Each XML file is stored in the CCL format (specs here) and contains the unchanged original KPWr annotation enhanced with lemmatisation information. This package uses the same file naming scheme as in KPWr 1.1, thus filenames (document ids) may be mapped to the original KPWr documents 1:1. The original annotation that was present in the CCL files is kept intact. Even if we spotted mislabelled chunk boundaries, we did not correct this at this stage. Instead, the annotators were told to come up with a lemma that would correspond to the actual boundaries.
Note: the original KPWr 1.1 package also contains .rel.xml files that describe inter-chunk and inter-NE relations. We did not copy the files here, although if you need the relation-level annotation, just copy the original .rel.xml files — they will still be valid.

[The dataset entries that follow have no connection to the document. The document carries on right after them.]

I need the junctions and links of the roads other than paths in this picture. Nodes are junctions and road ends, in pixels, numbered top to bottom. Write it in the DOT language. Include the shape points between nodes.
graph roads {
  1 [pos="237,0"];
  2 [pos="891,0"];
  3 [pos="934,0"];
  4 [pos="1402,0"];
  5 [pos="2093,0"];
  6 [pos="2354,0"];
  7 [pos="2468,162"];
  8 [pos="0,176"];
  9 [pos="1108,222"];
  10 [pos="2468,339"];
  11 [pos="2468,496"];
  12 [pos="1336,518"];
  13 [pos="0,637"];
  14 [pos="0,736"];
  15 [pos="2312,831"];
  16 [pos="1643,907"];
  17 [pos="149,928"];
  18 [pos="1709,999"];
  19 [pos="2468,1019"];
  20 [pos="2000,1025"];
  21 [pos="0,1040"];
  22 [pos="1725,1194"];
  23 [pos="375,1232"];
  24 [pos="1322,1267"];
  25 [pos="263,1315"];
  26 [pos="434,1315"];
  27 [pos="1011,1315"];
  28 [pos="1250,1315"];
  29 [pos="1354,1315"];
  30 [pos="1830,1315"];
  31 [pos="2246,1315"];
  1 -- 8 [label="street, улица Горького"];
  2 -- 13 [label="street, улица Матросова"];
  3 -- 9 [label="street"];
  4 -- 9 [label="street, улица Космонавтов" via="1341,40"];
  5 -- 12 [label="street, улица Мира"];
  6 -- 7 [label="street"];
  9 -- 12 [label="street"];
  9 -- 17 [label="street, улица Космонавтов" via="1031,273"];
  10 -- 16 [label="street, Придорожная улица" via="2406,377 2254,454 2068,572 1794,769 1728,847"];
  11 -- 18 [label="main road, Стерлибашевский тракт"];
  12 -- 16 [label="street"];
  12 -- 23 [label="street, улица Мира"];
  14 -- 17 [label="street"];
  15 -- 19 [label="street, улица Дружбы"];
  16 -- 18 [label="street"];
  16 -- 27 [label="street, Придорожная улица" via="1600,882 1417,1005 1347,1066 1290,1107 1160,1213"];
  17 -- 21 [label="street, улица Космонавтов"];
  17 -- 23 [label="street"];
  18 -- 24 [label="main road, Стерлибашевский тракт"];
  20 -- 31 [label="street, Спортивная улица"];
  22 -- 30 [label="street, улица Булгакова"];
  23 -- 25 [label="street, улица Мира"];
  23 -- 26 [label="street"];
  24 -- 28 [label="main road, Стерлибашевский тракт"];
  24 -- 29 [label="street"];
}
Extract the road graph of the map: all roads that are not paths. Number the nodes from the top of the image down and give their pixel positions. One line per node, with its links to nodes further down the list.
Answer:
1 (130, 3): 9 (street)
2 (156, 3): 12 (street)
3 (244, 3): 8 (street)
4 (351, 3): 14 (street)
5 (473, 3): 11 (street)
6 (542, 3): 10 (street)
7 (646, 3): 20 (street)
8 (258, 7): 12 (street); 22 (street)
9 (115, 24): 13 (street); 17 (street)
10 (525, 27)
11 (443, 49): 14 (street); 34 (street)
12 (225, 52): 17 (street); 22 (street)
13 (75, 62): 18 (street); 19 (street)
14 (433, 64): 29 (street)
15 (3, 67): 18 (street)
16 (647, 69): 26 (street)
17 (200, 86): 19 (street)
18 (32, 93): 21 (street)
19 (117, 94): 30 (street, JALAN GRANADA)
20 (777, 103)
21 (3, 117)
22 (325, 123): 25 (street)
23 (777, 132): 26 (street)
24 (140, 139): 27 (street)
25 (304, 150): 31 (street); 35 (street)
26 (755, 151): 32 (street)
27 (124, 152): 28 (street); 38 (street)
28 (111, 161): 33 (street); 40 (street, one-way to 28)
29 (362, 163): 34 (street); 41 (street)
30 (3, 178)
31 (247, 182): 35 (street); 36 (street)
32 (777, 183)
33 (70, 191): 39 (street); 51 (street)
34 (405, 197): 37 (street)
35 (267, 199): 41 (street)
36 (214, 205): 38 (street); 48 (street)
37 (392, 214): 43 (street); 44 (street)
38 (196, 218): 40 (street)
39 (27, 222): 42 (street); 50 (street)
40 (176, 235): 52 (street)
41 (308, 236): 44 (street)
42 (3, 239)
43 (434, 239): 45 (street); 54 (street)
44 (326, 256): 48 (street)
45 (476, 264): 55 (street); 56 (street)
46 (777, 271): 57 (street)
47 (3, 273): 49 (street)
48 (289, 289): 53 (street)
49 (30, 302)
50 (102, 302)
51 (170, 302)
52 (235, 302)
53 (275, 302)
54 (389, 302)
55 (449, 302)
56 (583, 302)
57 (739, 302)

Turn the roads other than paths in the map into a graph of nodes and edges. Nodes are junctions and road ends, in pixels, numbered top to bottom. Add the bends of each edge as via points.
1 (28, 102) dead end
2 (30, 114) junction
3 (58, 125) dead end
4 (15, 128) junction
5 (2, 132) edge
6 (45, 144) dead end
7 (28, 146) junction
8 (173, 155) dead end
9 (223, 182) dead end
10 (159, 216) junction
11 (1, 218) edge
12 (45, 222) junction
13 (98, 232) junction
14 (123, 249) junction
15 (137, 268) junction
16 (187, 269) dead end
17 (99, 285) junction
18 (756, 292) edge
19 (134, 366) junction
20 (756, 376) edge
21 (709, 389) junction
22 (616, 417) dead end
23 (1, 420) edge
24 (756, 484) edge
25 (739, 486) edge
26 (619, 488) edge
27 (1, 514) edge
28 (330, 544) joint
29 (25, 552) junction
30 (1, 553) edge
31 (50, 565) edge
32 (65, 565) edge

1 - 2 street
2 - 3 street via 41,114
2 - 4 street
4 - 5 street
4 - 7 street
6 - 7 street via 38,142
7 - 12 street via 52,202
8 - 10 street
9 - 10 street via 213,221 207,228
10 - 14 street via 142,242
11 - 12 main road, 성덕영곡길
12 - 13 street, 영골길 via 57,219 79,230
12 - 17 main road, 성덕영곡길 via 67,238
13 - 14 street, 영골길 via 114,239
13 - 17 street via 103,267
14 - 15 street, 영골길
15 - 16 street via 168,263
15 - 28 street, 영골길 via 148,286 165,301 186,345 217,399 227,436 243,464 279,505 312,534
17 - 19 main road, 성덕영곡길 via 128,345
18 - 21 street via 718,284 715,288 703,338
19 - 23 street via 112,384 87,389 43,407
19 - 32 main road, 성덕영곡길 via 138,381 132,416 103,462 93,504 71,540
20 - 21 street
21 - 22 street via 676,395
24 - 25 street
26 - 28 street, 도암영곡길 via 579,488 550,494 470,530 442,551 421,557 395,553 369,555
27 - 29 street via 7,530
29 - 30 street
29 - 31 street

Lemmatisation information is stored in token-level properties. Phrase lemmas are assigned to those tokens that are marked as chunk heads. E.g, in the following fragment, the token “otwarciu” is marked as NP head (<ann chan="chunk_np" head="1">1</ann>) and it is assigned NP lemma (<prop key="chunk_np:lemma">otwarcie WTZ</prop>).

   <tok>
    <orth>W</orth>
    <lex disamb="1"><base>w</base><ctag>prep:loc:nwok</ctag></lex>
    <ann chan="chunk_agp">1</ann>
    <ann chan="chunk_np">1</ann>
    <ann chan="chunk_vp">0</ann>
    <prop key="lem_pattern">p</prop>
   </tok>
   <tok>
    <orth>otwarciu</orth>
    <lex disamb="1"><base>otwarcie</base><ctag>subst:sg:loc:n</ctag></lex>
    <ann chan="chunk_agp" head="1">1</ann>
    <ann chan="chunk_np" head="1">1</ann>
    <ann chan="chunk_vp">0</ann>
    <prop key="chunk_np:lemma">otwarcie WTZ</prop>
    <prop key="lem_pattern">cas=nom</prop>
   </tok>
   <tok>
    <orth>WTZ</orth>
    <lex disamb="1"><base>wtz</base><ctag>subst:sg:nom:n</ctag></lex>
    <ann chan="chunk_agp">1</ann>
    <ann chan="chunk_np">1</ann>
    <ann chan="chunk_vp">0</ann>
    <prop key="lem_pattern">=</prop>
   </tok>

Besides information on lemmatisation, we decided to keep automatically induced transformations (under the better working configuration — without the ‘lem’ transformation). The trasformations for both NP and AdjP chunks are stored under the lem_pattern key (they should be prefixed with chunk/channel name, but aren't in this version, sorry for that). Note: the transformations induced in the dev part were subjected to manual correction where the induction procedure completely failed (it doesn't guarantee that they are always valid, anyway). No manual intervention took place in the evaluation data.